5. Conclusions and Suggestions
5.1. Conclusions
This study presents shale flowback experiments with fracturing fluids of varying properties, taking into account the multi-scale pore structure and mineral composition of marine–continental transitional shale. The experimental results offer a comprehensive representation of the evolution and mechanisms of shale permeability, providing theoretical insights for optimizing fracturing fluid design, improving flowback efficiency, and enhancing gas well productivity.
(1) Fracturing fluid performance parameters, such as mineralization and pH, are critical factors in evaluating flowback behavior in marine–continental transitional shale gas wells. The flowback rate of shale fracturing fluid decreases with a reduction in fluid mineralization; however, the corrosive effects of hydrochloric and organic acids can enhance the flowback rate by 16.42% to 22.25%.
(2) Low-mineralized fluids exhibit a dual effect on shale clay minerals. Hydration of non-swelling clay minerals promotes fracture extension and expansion, leading to an increase in pore volume from 0.003 cm3/g to 0.0037 cm3/g. In contrast, the hydration of swelling clay minerals tends to cause pore throat blockage, resulting in water-sensitive damage. This exacerbates both rate-sensitive and stress-sensitive damage, potentially reducing shale permeability by 31.15% to 99.96%.
(3) In the development of marine–continental transitional shale gas reservoirs, it is crucial to devise reservoir protection strategies that balance the fracture-inducing effects of clay mineral hydration expansion with the need to minimize water-sensitive damage. The combined use of preflush acids, primarily hydrochloric and organic acids, along with sand fracturing technology, enhances the connectivity of shale pores and fractures, thereby improving fracture conductivity and increasing flowback efficiency.

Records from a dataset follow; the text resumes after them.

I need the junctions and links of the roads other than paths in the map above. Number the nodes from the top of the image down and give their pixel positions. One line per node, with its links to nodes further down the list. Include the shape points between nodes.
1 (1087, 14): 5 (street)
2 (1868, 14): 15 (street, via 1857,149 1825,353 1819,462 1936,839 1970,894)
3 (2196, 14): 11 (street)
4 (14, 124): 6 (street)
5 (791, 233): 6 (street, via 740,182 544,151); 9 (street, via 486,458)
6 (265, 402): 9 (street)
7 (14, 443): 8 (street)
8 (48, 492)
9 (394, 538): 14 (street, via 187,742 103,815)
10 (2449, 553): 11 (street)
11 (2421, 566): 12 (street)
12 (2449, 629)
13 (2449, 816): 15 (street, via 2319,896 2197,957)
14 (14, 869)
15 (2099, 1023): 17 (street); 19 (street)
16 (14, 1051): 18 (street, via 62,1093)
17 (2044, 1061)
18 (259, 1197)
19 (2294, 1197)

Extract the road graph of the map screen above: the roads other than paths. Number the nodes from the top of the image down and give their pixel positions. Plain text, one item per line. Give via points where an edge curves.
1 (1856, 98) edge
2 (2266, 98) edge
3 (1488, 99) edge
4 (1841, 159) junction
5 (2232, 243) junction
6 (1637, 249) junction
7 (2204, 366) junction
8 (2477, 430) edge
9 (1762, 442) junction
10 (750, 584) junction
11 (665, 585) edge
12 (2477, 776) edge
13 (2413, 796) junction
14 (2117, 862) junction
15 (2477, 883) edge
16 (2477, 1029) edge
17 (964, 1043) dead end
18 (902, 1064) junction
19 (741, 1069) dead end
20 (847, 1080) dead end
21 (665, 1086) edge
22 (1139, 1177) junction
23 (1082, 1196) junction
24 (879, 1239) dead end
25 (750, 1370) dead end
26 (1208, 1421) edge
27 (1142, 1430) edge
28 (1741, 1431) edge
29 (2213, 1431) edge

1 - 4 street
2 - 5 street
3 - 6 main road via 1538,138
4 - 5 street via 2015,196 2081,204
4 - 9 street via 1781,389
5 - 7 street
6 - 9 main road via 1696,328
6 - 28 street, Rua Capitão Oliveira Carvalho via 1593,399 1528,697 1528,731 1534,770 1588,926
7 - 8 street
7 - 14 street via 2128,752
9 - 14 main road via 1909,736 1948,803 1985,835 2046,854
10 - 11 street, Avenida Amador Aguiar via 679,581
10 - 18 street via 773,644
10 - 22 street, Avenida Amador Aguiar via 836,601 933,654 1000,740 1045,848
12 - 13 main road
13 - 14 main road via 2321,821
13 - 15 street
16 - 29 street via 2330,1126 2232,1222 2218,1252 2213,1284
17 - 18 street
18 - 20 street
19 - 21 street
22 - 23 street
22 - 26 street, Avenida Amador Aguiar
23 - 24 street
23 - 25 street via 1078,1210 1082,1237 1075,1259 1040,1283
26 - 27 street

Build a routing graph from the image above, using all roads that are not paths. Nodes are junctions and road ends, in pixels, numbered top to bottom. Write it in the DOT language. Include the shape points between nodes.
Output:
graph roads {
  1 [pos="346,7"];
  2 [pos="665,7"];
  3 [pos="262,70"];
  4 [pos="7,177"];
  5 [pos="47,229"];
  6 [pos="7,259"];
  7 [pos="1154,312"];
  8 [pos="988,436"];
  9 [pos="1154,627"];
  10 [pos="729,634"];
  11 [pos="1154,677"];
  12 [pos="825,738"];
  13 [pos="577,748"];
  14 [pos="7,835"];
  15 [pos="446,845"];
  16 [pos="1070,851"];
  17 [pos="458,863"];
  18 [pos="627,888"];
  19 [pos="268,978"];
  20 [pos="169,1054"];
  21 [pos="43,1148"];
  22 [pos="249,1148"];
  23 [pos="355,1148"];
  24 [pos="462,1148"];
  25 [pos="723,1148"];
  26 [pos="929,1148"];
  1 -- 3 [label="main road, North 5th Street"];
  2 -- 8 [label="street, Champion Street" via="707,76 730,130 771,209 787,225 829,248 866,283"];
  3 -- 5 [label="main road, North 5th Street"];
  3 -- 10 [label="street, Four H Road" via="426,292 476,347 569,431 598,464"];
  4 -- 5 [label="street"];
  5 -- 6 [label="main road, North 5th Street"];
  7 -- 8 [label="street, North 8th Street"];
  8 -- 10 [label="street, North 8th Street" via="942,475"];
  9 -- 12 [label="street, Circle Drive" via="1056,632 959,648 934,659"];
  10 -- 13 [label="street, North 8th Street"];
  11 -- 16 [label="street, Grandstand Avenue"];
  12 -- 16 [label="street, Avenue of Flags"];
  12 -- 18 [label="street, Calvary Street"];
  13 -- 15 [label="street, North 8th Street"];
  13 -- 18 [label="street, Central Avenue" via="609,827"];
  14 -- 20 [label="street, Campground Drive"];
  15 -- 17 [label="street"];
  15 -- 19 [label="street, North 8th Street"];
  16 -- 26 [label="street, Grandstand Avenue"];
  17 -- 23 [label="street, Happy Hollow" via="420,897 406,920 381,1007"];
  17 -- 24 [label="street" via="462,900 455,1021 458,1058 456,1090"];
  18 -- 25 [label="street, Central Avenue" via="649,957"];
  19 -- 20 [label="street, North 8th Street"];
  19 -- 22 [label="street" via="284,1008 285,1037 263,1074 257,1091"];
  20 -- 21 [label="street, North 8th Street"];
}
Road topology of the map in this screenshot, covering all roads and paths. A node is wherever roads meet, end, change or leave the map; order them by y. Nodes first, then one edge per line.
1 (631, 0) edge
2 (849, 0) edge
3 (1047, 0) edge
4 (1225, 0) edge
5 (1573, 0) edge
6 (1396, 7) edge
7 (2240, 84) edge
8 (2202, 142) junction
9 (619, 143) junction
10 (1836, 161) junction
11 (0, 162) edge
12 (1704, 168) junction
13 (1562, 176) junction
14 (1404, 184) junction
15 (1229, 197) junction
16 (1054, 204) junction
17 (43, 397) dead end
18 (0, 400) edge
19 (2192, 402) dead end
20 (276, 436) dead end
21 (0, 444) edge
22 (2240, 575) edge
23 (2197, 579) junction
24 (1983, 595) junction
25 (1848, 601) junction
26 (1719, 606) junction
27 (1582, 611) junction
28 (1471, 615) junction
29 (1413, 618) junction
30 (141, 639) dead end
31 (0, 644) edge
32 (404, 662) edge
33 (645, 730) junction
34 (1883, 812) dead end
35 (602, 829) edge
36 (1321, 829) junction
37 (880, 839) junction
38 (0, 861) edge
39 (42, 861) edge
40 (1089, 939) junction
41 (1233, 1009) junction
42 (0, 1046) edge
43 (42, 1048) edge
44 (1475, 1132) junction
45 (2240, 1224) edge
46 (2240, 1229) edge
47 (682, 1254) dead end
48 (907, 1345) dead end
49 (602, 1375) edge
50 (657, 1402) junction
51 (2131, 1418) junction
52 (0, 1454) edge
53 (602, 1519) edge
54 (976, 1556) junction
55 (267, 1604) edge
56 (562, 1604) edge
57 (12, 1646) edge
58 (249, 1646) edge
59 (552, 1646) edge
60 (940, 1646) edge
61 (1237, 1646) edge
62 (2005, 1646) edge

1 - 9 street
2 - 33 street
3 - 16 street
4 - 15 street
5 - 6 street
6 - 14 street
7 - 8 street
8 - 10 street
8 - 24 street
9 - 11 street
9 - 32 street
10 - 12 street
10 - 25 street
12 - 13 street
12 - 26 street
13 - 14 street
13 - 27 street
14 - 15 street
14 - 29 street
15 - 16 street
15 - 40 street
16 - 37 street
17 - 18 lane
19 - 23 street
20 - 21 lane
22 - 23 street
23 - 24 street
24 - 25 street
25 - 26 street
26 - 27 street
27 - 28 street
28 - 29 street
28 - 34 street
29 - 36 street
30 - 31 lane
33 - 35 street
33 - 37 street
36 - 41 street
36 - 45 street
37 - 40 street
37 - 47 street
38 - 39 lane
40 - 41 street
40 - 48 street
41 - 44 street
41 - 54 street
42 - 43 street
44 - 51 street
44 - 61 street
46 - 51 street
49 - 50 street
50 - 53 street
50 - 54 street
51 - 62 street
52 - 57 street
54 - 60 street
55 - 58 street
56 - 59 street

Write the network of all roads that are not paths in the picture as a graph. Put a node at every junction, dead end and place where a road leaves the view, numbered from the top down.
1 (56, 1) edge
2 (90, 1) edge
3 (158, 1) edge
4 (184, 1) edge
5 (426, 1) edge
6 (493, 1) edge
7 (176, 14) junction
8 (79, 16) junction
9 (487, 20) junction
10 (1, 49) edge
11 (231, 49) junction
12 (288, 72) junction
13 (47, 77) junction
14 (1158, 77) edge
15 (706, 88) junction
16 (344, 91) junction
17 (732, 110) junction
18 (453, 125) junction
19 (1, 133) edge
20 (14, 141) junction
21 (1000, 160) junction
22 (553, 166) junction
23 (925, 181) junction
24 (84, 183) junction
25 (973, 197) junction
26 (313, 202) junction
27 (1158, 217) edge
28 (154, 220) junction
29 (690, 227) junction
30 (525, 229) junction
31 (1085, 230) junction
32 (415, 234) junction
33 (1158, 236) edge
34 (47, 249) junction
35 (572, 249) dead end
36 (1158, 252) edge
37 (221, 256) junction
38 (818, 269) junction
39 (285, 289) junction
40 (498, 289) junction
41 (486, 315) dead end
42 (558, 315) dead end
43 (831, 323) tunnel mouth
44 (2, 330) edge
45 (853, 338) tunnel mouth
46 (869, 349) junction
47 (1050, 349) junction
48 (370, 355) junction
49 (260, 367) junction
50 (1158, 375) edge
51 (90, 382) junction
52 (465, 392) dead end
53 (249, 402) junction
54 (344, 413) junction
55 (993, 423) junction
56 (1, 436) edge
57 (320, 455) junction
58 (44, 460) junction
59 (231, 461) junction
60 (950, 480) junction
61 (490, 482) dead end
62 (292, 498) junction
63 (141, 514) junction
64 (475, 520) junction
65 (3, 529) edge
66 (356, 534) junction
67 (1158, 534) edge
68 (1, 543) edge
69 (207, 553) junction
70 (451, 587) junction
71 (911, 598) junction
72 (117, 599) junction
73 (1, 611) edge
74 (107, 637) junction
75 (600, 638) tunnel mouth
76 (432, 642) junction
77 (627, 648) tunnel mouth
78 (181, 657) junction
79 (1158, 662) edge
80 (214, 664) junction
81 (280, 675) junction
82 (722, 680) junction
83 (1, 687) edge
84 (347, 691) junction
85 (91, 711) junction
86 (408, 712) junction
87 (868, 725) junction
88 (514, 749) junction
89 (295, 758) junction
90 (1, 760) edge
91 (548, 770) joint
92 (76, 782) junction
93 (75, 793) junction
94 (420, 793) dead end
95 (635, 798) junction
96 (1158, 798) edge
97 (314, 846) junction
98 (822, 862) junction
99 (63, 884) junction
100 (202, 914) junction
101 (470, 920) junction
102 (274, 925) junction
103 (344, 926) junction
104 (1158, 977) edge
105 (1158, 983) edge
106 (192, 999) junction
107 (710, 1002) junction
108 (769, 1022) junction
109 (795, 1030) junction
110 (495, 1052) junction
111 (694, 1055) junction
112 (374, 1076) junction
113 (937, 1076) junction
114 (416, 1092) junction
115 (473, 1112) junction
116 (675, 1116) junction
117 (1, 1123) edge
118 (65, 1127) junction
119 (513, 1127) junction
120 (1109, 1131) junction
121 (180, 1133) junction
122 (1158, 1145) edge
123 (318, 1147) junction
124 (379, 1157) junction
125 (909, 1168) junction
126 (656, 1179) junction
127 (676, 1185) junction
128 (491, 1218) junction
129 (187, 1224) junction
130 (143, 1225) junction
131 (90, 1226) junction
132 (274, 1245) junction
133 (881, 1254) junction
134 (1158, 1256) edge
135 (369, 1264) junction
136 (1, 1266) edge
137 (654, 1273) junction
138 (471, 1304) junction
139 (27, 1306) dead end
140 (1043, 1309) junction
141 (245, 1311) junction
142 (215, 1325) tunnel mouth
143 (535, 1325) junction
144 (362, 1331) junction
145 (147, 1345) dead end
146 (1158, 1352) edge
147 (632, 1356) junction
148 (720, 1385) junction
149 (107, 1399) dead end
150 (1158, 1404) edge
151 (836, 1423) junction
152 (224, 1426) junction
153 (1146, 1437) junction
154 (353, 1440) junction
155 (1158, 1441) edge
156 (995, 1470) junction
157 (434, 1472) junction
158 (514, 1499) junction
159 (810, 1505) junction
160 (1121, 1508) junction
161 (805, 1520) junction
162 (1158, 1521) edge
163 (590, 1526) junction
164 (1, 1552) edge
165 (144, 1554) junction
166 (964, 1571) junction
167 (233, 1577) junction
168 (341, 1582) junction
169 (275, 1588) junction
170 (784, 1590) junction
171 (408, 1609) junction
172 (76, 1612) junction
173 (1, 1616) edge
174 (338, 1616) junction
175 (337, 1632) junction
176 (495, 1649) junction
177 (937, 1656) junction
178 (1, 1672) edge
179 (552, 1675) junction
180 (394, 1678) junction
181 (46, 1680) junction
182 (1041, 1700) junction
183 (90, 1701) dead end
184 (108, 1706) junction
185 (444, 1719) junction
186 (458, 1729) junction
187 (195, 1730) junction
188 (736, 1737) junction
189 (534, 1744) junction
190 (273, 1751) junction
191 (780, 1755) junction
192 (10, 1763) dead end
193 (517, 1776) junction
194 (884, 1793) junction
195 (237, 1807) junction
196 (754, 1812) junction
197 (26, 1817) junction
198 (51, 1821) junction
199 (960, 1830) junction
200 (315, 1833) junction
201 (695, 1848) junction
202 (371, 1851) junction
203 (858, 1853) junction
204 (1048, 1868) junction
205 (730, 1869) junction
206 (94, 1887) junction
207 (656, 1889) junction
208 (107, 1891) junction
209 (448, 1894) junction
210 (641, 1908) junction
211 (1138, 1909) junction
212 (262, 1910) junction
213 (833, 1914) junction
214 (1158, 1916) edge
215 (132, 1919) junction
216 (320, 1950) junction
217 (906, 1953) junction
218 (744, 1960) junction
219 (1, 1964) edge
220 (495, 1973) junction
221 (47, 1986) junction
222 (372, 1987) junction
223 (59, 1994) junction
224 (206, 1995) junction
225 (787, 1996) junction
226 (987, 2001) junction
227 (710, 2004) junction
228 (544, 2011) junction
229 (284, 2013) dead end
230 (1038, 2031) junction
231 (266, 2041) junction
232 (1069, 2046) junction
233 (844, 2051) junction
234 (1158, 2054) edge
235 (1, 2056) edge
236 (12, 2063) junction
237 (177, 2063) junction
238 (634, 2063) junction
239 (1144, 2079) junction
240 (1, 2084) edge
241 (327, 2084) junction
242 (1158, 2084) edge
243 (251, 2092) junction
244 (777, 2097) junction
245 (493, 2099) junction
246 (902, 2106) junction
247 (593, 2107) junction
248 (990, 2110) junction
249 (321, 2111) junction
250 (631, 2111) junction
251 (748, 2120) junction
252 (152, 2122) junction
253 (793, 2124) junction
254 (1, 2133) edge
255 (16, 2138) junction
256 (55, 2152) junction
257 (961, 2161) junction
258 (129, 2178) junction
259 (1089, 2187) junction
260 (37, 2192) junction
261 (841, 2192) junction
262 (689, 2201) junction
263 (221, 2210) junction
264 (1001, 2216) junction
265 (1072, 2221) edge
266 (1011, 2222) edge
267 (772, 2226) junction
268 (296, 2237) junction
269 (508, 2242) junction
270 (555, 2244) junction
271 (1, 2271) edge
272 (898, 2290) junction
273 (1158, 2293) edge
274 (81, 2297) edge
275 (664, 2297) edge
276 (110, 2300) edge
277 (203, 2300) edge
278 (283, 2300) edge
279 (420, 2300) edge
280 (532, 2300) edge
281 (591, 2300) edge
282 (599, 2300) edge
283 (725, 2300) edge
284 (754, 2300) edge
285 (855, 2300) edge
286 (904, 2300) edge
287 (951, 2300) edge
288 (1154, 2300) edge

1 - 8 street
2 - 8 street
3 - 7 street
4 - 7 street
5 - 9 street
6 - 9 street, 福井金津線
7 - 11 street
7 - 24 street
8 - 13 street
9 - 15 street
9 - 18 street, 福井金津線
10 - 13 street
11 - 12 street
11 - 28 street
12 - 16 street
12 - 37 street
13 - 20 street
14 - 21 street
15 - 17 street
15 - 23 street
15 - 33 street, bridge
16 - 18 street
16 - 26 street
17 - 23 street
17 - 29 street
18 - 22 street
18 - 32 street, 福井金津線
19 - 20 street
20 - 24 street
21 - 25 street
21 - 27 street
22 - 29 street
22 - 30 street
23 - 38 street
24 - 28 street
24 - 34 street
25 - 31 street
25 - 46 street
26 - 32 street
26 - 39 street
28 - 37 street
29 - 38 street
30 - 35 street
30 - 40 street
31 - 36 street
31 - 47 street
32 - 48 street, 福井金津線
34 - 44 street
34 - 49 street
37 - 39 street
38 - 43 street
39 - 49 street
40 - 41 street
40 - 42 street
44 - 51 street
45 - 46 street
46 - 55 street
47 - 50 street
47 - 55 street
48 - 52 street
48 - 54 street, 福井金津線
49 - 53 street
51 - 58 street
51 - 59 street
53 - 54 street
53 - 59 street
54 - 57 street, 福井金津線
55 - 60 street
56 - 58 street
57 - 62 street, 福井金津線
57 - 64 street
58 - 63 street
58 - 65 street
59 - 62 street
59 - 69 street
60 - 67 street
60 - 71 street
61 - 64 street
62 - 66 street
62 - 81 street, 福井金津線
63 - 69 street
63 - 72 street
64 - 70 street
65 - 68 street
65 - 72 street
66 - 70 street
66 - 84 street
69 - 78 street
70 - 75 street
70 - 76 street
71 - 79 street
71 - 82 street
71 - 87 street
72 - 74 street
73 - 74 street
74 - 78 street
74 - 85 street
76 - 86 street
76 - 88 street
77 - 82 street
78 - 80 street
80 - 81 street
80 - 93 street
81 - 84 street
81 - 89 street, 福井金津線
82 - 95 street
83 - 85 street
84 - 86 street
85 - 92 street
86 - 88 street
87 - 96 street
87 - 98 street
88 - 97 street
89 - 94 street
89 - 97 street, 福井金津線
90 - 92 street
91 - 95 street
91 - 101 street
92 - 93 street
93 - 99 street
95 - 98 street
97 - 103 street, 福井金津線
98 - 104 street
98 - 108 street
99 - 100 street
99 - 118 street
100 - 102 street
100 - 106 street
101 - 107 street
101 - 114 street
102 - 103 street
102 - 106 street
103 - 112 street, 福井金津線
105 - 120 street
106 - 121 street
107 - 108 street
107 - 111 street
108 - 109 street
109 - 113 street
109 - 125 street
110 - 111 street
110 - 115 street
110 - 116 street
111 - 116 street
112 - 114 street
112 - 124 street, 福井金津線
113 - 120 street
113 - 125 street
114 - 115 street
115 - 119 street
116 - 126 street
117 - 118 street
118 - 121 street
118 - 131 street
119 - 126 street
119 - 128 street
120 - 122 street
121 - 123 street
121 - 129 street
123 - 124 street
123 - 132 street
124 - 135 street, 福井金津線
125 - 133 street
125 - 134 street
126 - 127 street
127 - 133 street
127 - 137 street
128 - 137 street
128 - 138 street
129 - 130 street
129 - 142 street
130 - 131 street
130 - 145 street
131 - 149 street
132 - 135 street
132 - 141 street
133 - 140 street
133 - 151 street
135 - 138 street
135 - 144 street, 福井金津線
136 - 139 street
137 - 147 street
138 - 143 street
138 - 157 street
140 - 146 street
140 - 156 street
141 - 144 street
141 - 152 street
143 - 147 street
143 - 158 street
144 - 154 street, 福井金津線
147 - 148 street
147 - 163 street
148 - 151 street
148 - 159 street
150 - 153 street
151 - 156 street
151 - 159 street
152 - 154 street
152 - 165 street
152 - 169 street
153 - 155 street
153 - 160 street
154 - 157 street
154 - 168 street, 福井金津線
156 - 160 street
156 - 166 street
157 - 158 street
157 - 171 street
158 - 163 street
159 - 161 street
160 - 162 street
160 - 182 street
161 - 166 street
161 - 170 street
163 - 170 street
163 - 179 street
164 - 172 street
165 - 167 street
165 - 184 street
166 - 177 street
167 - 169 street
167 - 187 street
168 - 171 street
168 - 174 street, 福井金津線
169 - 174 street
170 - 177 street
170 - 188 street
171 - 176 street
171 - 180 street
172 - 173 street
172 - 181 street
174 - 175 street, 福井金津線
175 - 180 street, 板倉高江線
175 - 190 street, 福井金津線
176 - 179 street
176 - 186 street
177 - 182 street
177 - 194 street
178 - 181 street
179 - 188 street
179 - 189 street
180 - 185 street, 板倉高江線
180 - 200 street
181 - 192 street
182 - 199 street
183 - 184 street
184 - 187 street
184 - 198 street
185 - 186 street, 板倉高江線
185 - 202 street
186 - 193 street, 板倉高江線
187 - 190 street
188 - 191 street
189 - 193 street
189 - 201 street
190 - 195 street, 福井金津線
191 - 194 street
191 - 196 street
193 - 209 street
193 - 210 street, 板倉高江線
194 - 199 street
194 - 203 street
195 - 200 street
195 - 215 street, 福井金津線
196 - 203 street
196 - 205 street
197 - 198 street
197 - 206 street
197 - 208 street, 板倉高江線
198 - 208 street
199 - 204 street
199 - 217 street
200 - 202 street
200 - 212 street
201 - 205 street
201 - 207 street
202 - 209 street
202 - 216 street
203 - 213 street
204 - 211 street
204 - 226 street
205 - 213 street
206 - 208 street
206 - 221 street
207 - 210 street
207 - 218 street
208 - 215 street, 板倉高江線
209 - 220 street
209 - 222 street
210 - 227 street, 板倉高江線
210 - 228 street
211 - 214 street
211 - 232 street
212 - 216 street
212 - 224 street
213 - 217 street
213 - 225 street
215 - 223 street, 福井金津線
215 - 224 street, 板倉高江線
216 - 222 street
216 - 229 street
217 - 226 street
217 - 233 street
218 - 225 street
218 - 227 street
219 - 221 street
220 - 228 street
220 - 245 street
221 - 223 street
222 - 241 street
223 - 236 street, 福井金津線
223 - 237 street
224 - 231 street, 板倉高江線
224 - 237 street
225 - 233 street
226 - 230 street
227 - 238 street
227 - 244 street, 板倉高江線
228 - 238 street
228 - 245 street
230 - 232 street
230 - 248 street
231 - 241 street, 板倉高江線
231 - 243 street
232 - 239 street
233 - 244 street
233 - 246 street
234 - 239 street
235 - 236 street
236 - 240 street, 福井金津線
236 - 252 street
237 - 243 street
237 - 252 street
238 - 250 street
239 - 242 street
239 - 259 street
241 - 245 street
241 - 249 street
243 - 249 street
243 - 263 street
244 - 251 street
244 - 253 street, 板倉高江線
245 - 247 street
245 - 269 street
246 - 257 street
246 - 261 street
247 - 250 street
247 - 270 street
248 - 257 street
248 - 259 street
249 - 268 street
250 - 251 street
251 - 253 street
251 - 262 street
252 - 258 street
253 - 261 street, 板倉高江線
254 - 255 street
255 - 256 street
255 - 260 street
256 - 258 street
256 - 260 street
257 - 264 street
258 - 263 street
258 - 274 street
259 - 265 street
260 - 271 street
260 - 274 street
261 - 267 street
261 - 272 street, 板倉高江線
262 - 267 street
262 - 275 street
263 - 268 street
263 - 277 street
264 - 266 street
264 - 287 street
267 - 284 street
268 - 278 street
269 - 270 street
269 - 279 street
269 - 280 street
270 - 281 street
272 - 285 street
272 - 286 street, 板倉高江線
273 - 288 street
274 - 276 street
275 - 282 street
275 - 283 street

(4) Optimizing the well shut-in schedule enhances the capillary imbibition and fracture-promoting effects of the fracturing fluid, thereby increasing gas transport pathways and improving gas well productivity. By controlling the flowback pressure differential within an optimal range, excessive particle migration and accumulation can be prevented, thereby reducing liquid-phase flowback capacity and ensuring sustained high gas well production.
5.2. Suggestions
Based on the experimental results and the existing limitations in this study, the following suggestions are proposed:
Investigation of wettability after water–rock interaction: Water–rock interaction induces dynamic evolution of the shale pore structure under fracturing fluid infiltration. A quantitative evaluation of the changes in wettability after water–rock interaction and its impact on the fracturing fluid flowback rate is crucial for optimizing production schedules in shale gas wells, ensuring stable production.
Fracturing fluid flowback experimentation using nuclear magnetic resonance (NMR) technology: The multi-scale pore structure of shale is a key determinant of fracturing fluid retention and flowback efficiency. During the flowback process, the application of in situ NMR technology can quantitatively assess the impact of fracturing fluid performance parameters on different pore structures, offering practical insights for the efficient development of marine–continental transitional shale gas.